## Required work:
Go over the entries below line by line, copying each one that contains the word "paths".

## Material supplied:
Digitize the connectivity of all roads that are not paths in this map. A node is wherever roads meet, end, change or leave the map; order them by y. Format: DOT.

==

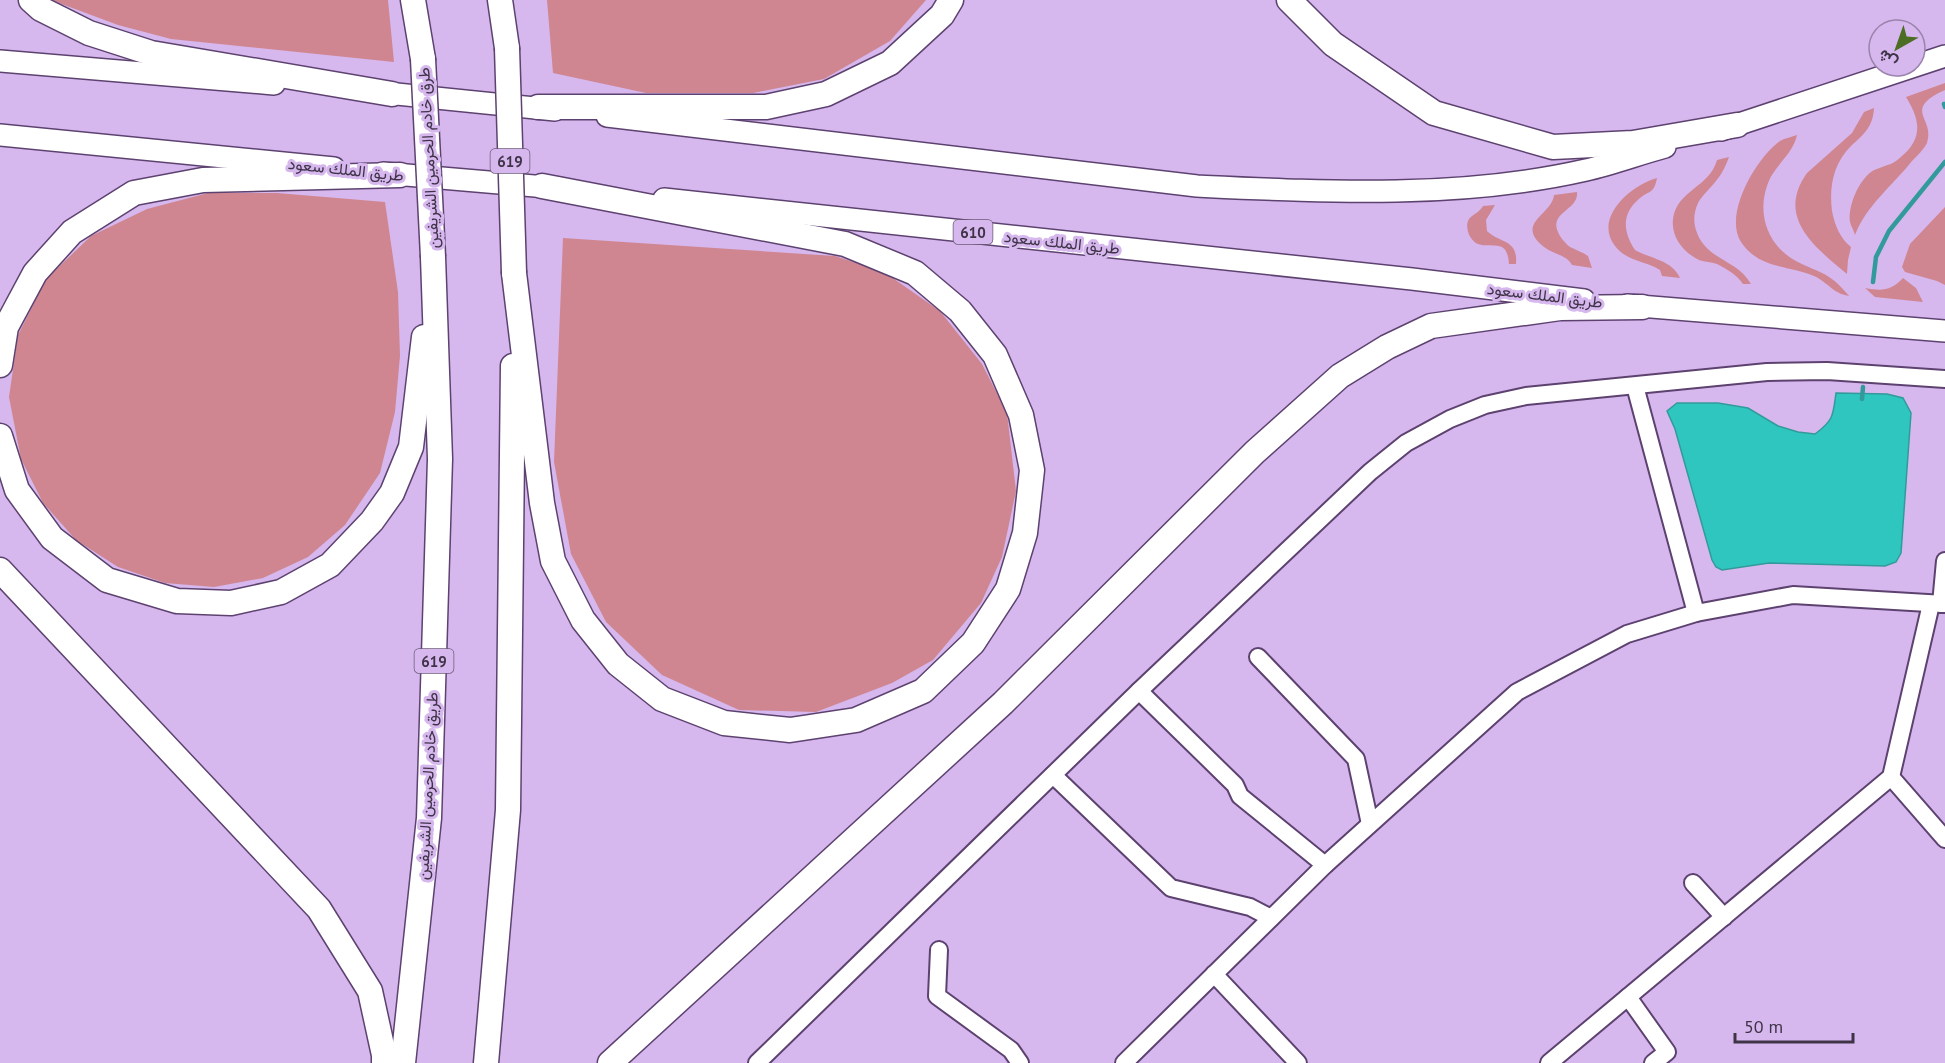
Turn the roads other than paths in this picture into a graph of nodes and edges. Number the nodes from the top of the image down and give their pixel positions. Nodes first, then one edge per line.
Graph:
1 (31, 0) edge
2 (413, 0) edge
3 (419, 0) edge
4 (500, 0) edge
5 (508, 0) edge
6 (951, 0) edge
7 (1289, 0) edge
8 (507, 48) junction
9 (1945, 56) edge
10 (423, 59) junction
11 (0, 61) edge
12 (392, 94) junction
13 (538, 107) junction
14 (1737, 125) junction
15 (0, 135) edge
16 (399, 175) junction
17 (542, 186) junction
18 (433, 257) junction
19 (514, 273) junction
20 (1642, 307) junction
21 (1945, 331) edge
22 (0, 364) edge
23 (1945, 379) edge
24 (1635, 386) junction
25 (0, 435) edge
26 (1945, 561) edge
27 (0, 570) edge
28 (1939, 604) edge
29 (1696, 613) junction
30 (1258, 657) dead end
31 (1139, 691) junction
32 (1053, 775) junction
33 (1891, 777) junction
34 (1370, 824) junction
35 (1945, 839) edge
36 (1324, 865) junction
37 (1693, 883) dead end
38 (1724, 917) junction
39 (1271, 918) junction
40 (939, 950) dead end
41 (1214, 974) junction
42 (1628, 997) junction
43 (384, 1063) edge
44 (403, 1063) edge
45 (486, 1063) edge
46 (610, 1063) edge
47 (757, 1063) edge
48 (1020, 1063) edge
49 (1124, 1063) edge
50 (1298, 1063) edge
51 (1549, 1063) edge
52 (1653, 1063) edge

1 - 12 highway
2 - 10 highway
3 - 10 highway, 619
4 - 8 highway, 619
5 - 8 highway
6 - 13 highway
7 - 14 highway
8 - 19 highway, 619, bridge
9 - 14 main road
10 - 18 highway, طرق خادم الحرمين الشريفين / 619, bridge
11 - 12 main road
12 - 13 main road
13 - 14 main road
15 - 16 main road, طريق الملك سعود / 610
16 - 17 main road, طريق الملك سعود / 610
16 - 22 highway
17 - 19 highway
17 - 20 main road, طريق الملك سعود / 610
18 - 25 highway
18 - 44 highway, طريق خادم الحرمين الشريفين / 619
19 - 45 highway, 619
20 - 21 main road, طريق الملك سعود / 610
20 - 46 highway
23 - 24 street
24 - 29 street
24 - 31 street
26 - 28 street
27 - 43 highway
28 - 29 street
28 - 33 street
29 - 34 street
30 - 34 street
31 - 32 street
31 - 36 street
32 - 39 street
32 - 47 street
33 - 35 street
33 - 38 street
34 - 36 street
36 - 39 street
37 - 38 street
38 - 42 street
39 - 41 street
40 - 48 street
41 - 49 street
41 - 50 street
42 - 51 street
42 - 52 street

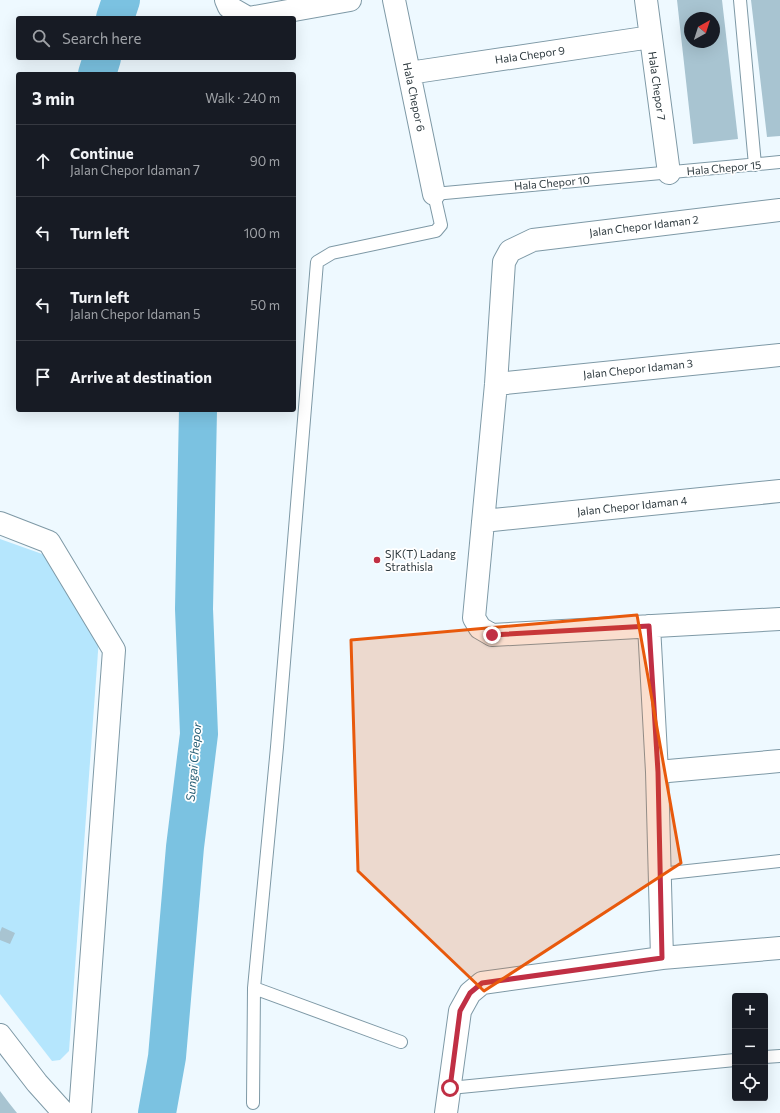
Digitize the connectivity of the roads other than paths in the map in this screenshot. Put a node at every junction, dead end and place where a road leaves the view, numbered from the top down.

...

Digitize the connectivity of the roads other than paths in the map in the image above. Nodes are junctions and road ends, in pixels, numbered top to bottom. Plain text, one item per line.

## Worked solution:
Digitize the connectivity of all roads that are not paths in this map. A node is wherever roads meet, end, change or leave the map; order them by y. Format: DOT.
Turn the roads other than paths in this picture into a graph of nodes and edges. Number the nodes from the top of the image down and give their pixel positions. Nodes first, then one edge per line.
Digitize the connectivity of the roads other than paths in the map in this screenshot. Put a node at every junction, dead end and place where a road leaves the view, numbered from the top down.
Digitize the connectivity of the roads other than paths in the map in the image above. Nodes are junctions and road ends, in pixels, numbered top to bottom. Plain text, one item per line.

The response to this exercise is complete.